**TASK PROMPT**:
Exact wording is required for every entry; transcribe all of them and leave the images out.

**DATA FOR THE TASK**:
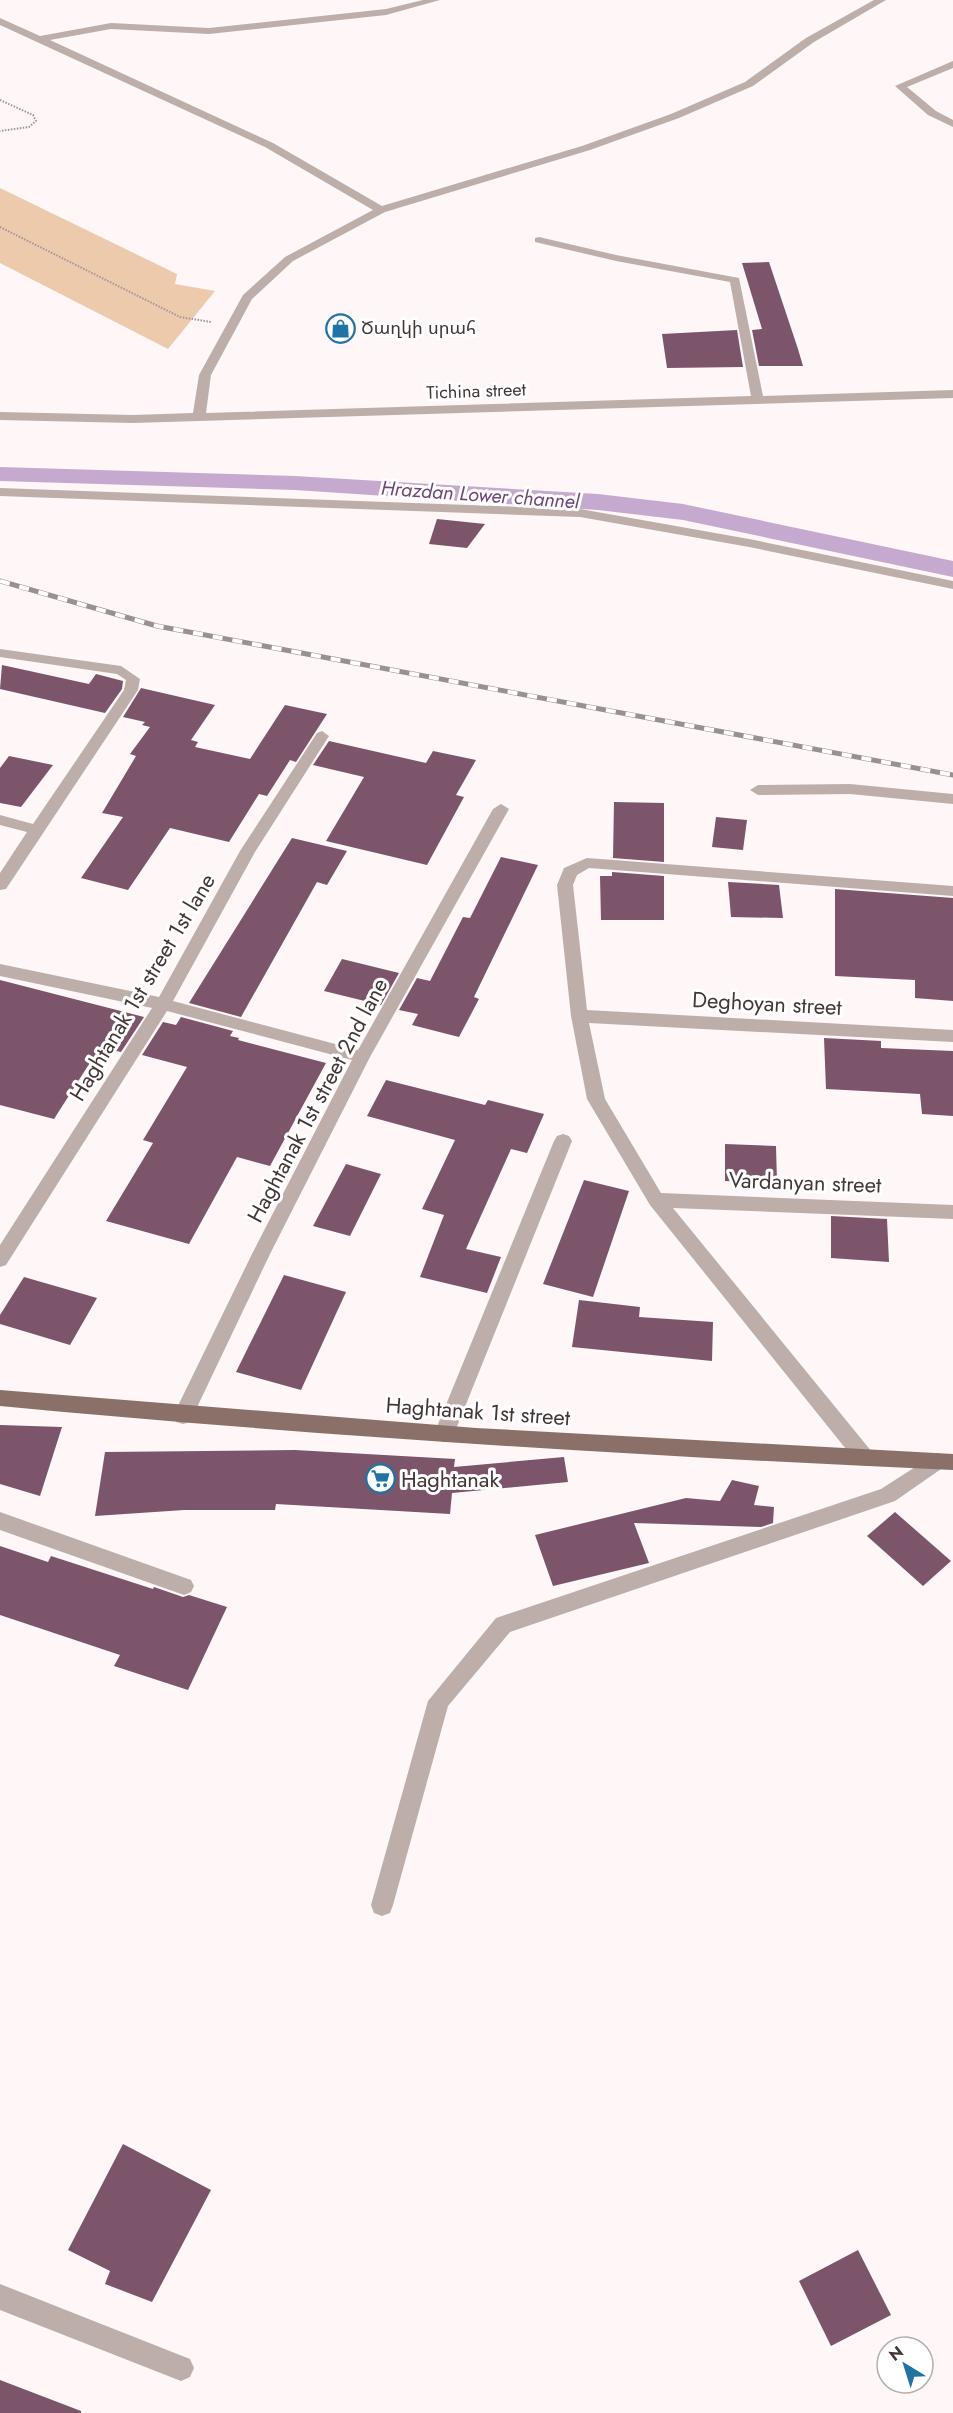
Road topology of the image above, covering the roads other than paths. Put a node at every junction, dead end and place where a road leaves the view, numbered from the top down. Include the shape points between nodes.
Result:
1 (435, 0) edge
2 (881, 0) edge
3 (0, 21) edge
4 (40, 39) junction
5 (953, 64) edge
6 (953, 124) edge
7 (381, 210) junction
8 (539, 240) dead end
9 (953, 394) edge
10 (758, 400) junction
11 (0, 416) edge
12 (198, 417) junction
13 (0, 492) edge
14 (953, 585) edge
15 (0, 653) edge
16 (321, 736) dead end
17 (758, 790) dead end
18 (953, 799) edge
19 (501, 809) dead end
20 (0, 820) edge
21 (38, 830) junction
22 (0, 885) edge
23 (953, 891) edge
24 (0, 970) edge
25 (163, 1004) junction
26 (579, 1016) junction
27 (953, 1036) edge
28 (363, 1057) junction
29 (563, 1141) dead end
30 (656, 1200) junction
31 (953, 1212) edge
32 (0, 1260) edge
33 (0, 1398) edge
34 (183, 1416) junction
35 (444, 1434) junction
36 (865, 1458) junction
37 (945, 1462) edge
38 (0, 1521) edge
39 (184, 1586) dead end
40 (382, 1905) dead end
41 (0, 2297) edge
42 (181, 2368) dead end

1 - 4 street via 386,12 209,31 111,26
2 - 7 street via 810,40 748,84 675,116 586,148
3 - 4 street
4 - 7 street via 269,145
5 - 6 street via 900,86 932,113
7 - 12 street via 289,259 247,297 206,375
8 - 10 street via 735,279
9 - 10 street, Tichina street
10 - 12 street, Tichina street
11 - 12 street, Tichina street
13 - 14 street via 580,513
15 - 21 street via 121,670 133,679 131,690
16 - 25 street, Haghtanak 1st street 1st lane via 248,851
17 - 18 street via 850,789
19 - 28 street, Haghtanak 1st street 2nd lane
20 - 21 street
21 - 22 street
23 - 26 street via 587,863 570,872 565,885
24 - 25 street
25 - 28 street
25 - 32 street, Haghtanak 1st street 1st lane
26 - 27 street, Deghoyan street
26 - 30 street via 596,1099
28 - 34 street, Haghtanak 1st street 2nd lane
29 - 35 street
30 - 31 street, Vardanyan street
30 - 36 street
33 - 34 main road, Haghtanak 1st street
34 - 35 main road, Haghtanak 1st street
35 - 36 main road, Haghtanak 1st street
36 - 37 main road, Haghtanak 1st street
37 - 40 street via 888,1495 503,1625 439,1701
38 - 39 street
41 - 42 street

**FINAL ANSWER**:
Road topology of the image above, covering the roads other than paths. Put a node at every junction, dead end and place where a road leaves the view, numbered from the top down. Include the shape points between nodes.
Result:
1 (435, 0) edge
2 (881, 0) edge
3 (0, 21) edge
4 (40, 39) junction
5 (953, 64) edge
6 (953, 124) edge
7 (381, 210) junction
8 (539, 240) dead end
9 (953, 394) edge
10 (758, 400) junction
11 (0, 416) edge
12 (198, 417) junction
13 (0, 492) edge
14 (953, 585) edge
15 (0, 653) edge
16 (321, 736) dead end
17 (758, 790) dead end
18 (953, 799) edge
19 (501, 809) dead end
20 (0, 820) edge
21 (38, 830) junction
22 (0, 885) edge
23 (953, 891) edge
24 (0, 970) edge
25 (163, 1004) junction
26 (579, 1016) junction
27 (953, 1036) edge
28 (363, 1057) junction
29 (563, 1141) dead end
30 (656, 1200) junction
31 (953, 1212) edge
32 (0, 1260) edge
33 (0, 1398) edge
34 (183, 1416) junction
35 (444, 1434) junction
36 (865, 1458) junction
37 (945, 1462) edge
38 (0, 1521) edge
39 (184, 1586) dead end
40 (382, 1905) dead end
41 (0, 2297) edge
42 (181, 2368) dead end

1 - 4 street via 386,12 209,31 111,26
2 - 7 street via 810,40 748,84 675,116 586,148
3 - 4 street
4 - 7 street via 269,145
5 - 6 street via 900,86 932,113
7 - 12 street via 289,259 247,297 206,375
8 - 10 street via 735,279
9 - 10 street, Tichina street
10 - 12 street, Tichina street
11 - 12 street, Tichina street
13 - 14 street via 580,513
15 - 21 street via 121,670 133,679 131,690
16 - 25 street, Haghtanak 1st street 1st lane via 248,851
17 - 18 street via 850,789
19 - 28 street, Haghtanak 1st street 2nd lane
20 - 21 street
21 - 22 street
23 - 26 street via 587,863 570,872 565,885
24 - 25 street
25 - 28 street
25 - 32 street, Haghtanak 1st street 1st lane
26 - 27 street, Deghoyan street
26 - 30 street via 596,1099
28 - 34 street, Haghtanak 1st street 2nd lane
29 - 35 street
30 - 31 street, Vardanyan street
30 - 36 street
33 - 34 main road, Haghtanak 1st street
34 - 35 main road, Haghtanak 1st street
35 - 36 main road, Haghtanak 1st street
36 - 37 main road, Haghtanak 1st street
37 - 40 street via 888,1495 503,1625 439,1701
38 - 39 street
41 - 42 street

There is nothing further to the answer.